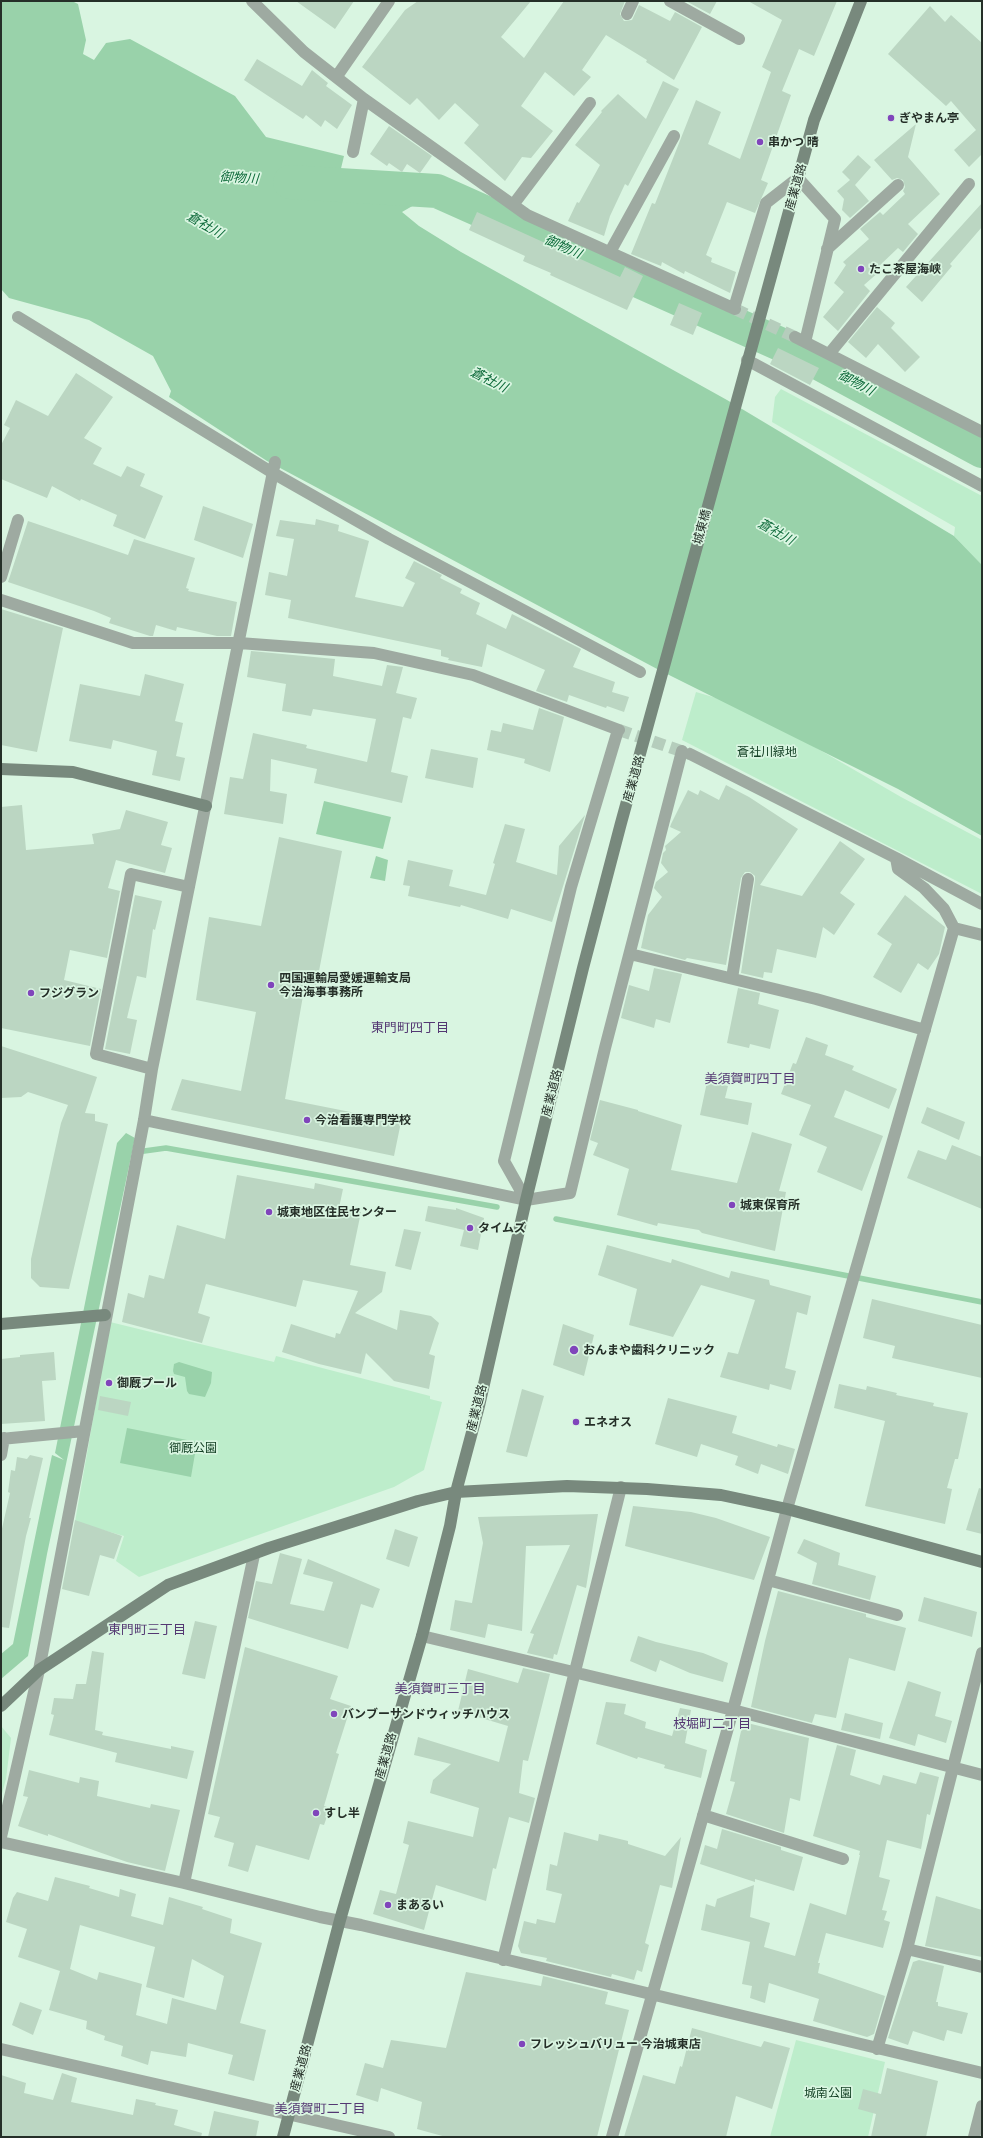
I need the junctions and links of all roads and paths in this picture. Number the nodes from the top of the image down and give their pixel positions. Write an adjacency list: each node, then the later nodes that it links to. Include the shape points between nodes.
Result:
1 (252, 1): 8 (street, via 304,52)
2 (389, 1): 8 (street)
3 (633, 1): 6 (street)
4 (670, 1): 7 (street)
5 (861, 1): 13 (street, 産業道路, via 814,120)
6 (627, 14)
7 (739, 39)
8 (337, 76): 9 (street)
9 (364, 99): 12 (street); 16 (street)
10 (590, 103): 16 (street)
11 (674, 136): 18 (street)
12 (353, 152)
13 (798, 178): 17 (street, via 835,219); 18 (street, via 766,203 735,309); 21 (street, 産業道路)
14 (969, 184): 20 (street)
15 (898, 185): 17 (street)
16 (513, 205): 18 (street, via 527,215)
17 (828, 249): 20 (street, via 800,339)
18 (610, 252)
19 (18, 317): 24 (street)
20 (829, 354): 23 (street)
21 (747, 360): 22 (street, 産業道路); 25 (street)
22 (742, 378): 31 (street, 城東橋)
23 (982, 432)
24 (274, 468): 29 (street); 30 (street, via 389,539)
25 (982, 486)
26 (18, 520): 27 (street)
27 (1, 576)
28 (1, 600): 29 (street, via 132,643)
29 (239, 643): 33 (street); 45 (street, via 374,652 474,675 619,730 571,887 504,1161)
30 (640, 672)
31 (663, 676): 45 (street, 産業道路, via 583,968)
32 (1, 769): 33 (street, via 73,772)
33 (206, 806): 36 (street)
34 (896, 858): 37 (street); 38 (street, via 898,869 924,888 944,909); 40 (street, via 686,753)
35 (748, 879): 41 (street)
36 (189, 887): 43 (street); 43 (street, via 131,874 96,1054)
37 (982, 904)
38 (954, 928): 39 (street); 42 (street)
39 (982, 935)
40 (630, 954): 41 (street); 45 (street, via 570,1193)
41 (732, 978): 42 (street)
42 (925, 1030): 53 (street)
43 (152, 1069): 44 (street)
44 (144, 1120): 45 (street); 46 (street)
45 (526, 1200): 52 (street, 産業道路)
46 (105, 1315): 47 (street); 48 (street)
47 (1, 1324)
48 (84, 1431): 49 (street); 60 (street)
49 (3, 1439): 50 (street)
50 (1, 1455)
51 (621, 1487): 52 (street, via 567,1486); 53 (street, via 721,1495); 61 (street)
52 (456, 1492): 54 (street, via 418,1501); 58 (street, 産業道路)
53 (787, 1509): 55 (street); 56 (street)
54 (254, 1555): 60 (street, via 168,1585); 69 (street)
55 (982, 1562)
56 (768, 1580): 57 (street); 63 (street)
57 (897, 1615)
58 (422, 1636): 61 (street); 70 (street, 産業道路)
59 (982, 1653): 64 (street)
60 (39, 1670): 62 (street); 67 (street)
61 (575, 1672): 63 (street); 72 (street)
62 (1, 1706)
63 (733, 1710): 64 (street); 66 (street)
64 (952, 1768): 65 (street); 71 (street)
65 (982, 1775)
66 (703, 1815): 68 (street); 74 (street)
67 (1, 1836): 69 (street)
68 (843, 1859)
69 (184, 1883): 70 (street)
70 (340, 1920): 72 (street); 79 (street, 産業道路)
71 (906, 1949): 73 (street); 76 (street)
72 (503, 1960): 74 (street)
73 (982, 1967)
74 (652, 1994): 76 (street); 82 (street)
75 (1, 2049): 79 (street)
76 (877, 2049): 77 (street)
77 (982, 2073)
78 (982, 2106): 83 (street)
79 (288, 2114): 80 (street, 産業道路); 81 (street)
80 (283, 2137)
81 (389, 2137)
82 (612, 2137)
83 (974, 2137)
※ ※ ※
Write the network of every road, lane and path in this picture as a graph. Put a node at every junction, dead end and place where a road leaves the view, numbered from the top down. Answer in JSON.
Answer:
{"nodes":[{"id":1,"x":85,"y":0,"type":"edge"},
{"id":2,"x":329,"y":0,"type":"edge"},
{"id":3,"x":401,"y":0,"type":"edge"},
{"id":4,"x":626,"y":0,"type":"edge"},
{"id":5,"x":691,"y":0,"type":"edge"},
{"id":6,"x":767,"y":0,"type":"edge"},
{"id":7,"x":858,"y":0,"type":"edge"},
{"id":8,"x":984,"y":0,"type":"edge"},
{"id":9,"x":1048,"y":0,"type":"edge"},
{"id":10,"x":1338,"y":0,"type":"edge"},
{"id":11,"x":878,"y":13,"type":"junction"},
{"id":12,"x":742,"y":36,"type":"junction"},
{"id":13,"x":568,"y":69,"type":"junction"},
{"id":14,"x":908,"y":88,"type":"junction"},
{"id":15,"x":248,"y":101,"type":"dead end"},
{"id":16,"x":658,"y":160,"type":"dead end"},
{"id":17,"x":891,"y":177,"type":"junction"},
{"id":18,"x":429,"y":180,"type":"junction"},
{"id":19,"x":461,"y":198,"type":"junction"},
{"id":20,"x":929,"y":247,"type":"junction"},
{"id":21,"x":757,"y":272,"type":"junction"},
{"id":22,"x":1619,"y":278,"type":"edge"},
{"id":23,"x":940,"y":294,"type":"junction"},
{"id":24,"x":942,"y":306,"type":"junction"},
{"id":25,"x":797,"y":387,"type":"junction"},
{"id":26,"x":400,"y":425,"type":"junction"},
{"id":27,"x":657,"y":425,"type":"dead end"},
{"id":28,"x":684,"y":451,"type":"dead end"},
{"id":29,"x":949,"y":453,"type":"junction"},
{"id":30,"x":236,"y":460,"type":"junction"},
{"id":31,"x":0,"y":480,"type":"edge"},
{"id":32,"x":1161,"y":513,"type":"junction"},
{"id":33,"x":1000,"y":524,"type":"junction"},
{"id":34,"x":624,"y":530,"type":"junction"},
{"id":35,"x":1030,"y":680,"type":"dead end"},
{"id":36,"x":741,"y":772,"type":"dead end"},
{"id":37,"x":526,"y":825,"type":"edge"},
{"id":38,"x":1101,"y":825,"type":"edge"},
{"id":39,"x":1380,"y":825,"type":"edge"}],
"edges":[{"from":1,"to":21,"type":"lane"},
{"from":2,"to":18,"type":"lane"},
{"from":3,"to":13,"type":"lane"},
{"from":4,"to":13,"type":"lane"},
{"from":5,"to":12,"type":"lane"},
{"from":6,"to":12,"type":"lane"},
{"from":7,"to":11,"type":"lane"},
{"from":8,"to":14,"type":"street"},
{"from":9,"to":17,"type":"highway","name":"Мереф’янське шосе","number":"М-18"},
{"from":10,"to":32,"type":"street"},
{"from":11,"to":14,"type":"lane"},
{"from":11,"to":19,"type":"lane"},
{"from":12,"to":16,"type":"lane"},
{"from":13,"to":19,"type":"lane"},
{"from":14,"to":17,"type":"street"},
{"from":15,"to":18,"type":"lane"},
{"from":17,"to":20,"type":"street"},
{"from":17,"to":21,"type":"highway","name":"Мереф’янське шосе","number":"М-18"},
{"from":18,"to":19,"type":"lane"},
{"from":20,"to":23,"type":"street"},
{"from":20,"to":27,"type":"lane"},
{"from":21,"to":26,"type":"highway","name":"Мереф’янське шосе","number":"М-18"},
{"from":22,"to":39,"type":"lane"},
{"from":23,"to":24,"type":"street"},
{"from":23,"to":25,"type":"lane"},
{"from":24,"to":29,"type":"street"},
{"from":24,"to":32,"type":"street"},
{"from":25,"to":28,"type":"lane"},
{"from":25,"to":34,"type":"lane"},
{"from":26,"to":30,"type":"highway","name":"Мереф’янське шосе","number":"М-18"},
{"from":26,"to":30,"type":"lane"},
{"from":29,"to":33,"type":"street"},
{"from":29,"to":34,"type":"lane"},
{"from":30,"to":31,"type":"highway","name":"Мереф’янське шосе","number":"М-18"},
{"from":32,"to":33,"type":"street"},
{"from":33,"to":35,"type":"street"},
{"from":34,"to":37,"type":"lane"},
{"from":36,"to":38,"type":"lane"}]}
※ ※ ※
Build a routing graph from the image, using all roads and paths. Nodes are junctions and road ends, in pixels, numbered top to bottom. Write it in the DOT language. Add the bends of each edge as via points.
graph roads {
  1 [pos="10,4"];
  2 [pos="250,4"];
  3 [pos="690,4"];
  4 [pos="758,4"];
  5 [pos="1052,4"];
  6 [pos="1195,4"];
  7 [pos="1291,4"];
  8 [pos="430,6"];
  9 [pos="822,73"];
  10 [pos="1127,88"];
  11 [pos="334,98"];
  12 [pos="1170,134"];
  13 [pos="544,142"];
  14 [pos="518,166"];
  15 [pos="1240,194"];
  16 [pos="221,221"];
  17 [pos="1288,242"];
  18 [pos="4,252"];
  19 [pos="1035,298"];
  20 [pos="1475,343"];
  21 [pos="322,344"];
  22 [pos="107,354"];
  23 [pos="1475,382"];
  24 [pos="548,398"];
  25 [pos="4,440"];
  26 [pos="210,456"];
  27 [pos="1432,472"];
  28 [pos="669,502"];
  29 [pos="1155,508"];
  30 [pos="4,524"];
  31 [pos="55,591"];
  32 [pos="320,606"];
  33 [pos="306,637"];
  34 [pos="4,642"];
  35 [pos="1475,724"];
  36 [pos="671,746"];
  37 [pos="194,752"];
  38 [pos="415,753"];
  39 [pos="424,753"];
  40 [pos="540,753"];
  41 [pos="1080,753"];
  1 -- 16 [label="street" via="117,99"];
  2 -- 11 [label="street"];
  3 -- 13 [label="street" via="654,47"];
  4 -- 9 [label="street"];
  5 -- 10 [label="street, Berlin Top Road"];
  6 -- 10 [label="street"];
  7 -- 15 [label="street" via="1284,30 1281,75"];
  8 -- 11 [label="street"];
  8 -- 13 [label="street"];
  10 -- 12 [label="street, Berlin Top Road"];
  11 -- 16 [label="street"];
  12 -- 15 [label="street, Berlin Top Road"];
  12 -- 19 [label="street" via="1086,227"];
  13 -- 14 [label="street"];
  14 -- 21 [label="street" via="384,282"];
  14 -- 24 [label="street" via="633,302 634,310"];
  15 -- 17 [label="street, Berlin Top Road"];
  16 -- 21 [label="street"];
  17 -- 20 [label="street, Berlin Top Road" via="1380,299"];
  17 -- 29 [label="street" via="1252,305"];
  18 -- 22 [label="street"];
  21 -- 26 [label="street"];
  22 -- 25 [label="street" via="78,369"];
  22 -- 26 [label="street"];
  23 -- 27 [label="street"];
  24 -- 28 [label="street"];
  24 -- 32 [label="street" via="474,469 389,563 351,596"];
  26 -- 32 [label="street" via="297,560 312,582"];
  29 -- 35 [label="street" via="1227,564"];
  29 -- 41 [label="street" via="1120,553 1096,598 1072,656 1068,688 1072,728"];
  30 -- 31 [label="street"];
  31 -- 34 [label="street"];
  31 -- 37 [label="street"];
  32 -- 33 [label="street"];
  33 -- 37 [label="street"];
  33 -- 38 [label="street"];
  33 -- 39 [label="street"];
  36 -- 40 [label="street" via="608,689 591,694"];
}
※ ※ ※
_WHAT IS NEEDED_
Filter the entries above down to the lines that contain "Answer".

_RESULT FOR THIS EXERCISE_
Write the network of every road, lane and path in this picture as a graph. Put a node at every junction, dead end and place where a road leaves the view, numbered from the top down. Answer in JSON.
Answer:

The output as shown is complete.